O regulamento sancionado na semana passada também estabelece que todos os fundos de investimentos serão tributados pela CBS e IBS na cobrança da taxa de administração – isso vale para todas as famílias de fundos. Eles já cobraram esse tributo hoje, mas a depender da alíquota padrão final, é possível que aumente o incidente de tributação sobre os gestores, ou que aumente o custo dos administradores desses fundos.

FIDCs se dividem entre tributados e isentos

Outro grupo de fundos de investimentos que será tributado são os FIDCs, os chamados fundos de direito creditório ou de dívida privada, que ganharam adeptos recentemente. No ano passado, a captação desses fundos superou a dos fundos de ações e o patrimônio deles alcançou R$ 589 bilhões.

Neste caso, não há relação com o veto de Lula. Segundo o Ministério da Fazenda, os FIDCs que são patrimoniais, ou seja, de apenas um investidor ou de uma família, serão tributados. Já os FIDCs de entidades de investimento – ou seja, os que são oferecidos a investidores de uma maneira mais ampla – escaparam da tributação.

A alíquota, no caso do FIDC patrimonial, incidirá sobre o valor do deságio obtido com a compra de determinado direito creditório.

O entendimento, porém, é objeto de dúvidas entre tributaristas do setor privado. O economista Walter Fritzke, chefe do Mercado de Capitais do Martinelli Advogados, afirma que um trecho do texto sancionado dá margem para que, no futuro, os FIDCs oferecidos a investidores amplos (os de entidades de investimento) também possam ser objeto de tributação.

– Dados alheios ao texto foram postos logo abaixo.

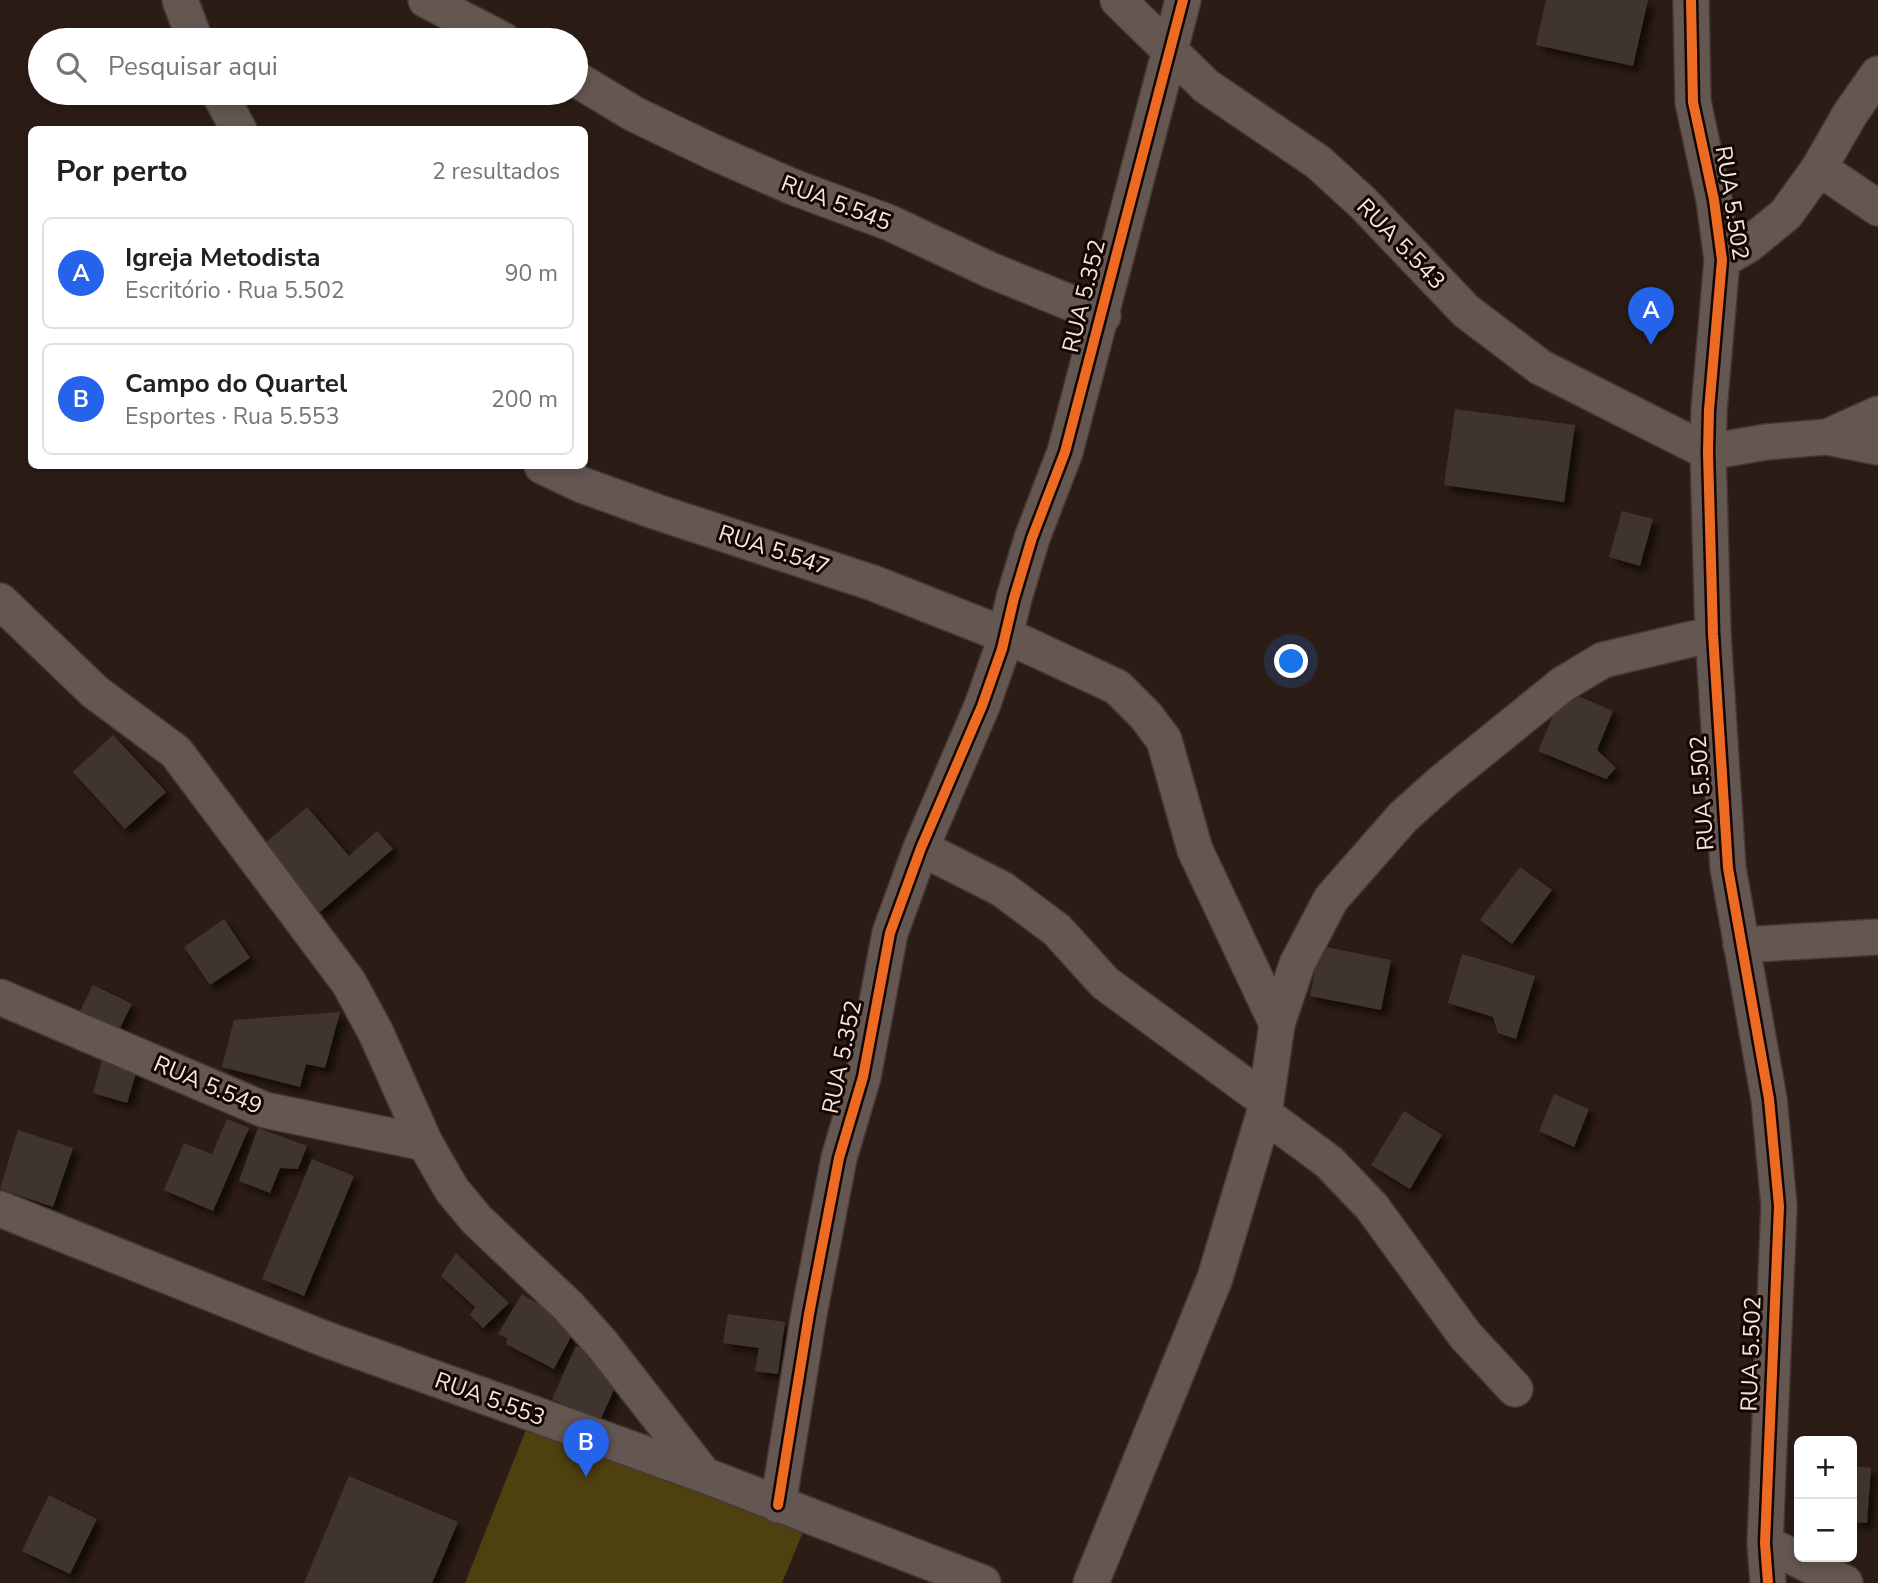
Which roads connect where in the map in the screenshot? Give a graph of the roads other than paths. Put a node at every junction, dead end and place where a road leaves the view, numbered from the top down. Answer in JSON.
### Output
{"nodes":[{"id":1,"x":180,"y":0,"type":"edge"},
{"id":2,"x":426,"y":0,"type":"edge"},
{"id":3,"x":1118,"y":0,"type":"edge"},
{"id":4,"x":1184,"y":0,"type":"edge"},
{"id":5,"x":1691,"y":0,"type":"edge"},
{"id":6,"x":190,"y":28,"type":"edge"},
{"id":7,"x":480,"y":28,"type":"edge"},
{"id":8,"x":1169,"y":52,"type":"junction"},
{"id":9,"x":1878,"y":74,"type":"edge"},
{"id":10,"x":588,"y":86,"type":"edge"},
{"id":11,"x":225,"y":105,"type":"edge"},
{"id":12,"x":237,"y":126,"type":"edge"},
{"id":13,"x":1819,"y":169,"type":"junction"},
{"id":14,"x":1878,"y":208,"type":"edge"},
{"id":15,"x":1722,"y":260,"type":"junction"},
{"id":16,"x":1102,"y":316,"type":"junction"},
{"id":17,"x":1878,"y":414,"type":"edge"},
{"id":18,"x":1827,"y":437,"type":"junction"},
{"id":19,"x":1878,"y":447,"type":"edge"},
{"id":20,"x":1709,"y":452,"type":"junction"},
{"id":21,"x":548,"y":469,"type":"edge"},
{"id":22,"x":0,"y":601,"type":"edge"},
{"id":23,"x":1713,"y":634,"type":"junction"},
{"id":24,"x":1005,"y":635,"type":"junction"},
{"id":25,"x":922,"y":848,"type":"junction"},
{"id":26,"x":1878,"y":937,"type":"edge"},
{"id":27,"x":1741,"y":945,"type":"junction"},
{"id":28,"x":0,"y":997,"type":"edge"},
{"id":29,"x":1277,"y":1024,"type":"junction"},
{"id":30,"x":1265,"y":1107,"type":"junction"},
{"id":31,"x":425,"y":1143,"type":"junction"},
{"id":32,"x":0,"y":1209,"type":"edge"},
{"id":33,"x":1515,"y":1388,"type":"dead end"},
{"id":34,"x":704,"y":1475,"type":"junction"},
{"id":35,"x":778,"y":1505,"type":"junction"},
{"id":36,"x":1765,"y":1543,"type":"junction"},
{"id":37,"x":983,"y":1583,"type":"edge"},
{"id":38,"x":1091,"y":1583,"type":"edge"},
{"id":39,"x":1769,"y":1583,"type":"edge"},
{"id":40,"x":1844,"y":1583,"type":"edge"}],
"edges":[{"from":1,"to":6,"type":"street"},
{"from":2,"to":7,"type":"street"},
{"from":3,"to":8,"type":"street","name":"RUA 5.543"},
{"from":4,"to":8,"type":"street","name":"RUA 5.352"},
{"from":5,"to":15,"type":"street","name":"RUA 5.502"},
{"from":8,"to":16,"type":"street","name":"RUA 5.352"},
{"from":8,"to":20,"type":"street","name":"RUA 5.543"},
{"from":9,"to":13,"type":"street"},
{"from":10,"to":16,"type":"street","name":"RUA 5.545"},
{"from":11,"to":12,"type":"street"},
{"from":13,"to":14,"type":"street"},
{"from":13,"to":15,"type":"street"},
{"from":15,"to":20,"type":"street","name":"RUA 5.502"},
{"from":16,"to":24,"type":"street","name":"RUA 5.352"},
{"from":17,"to":18,"type":"street"},
{"from":18,"to":19,"type":"street"},
{"from":18,"to":20,"type":"street"},
{"from":20,"to":23,"type":"street","name":"RUA 5.502"},
{"from":21,"to":24,"type":"street","name":"RUA 5.547"},
{"from":22,"to":31,"type":"street"},
{"from":23,"to":27,"type":"street","name":"RUA 5.502"},
{"from":23,"to":29,"type":"street"},
{"from":24,"to":25,"type":"street","name":"RUA 5.352"},
{"from":24,"to":29,"type":"street","name":"RUA 5.547"},
{"from":25,"to":30,"type":"street"},
{"from":25,"to":35,"type":"street","name":"RUA 5.352"},
{"from":26,"to":27,"type":"street"},
{"from":27,"to":36,"type":"street","name":"RUA 5.502"},
{"from":28,"to":31,"type":"street","name":"RUA 5.549"},
{"from":29,"to":30,"type":"street"},
{"from":30,"to":33,"type":"street"},
{"from":30,"to":38,"type":"street"},
{"from":31,"to":34,"type":"street"},
{"from":32,"to":34,"type":"street","name":"RUA 5.553"},
{"from":34,"to":35,"type":"street","name":"RUA 5.553"},
{"from":35,"to":37,"type":"street","name":"RUA 5.553"},
{"from":36,"to":39,"type":"street","name":"RUA 5.502"},
{"from":36,"to":40,"type":"street"}]}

Isso porque o artigo 193 afirma que a tributação dos ativos que compõem esses fundos será definida por instrução do Conselho Monetário Nacional (CMN).

“Pode ser que um fundo que tenha recebíveis de cartão de crédito seja tributado e outro que desconta duplicatas, não. Essa referência ao CMN criou essa incerteza”, avalia.

O Ministério da Fazenda afirma que o intuito não é tributar os FIDCs que não sejam patrimoniais e que, se necessário, proporá ajustes ao texto legal até o início da vigência dos novos tributos.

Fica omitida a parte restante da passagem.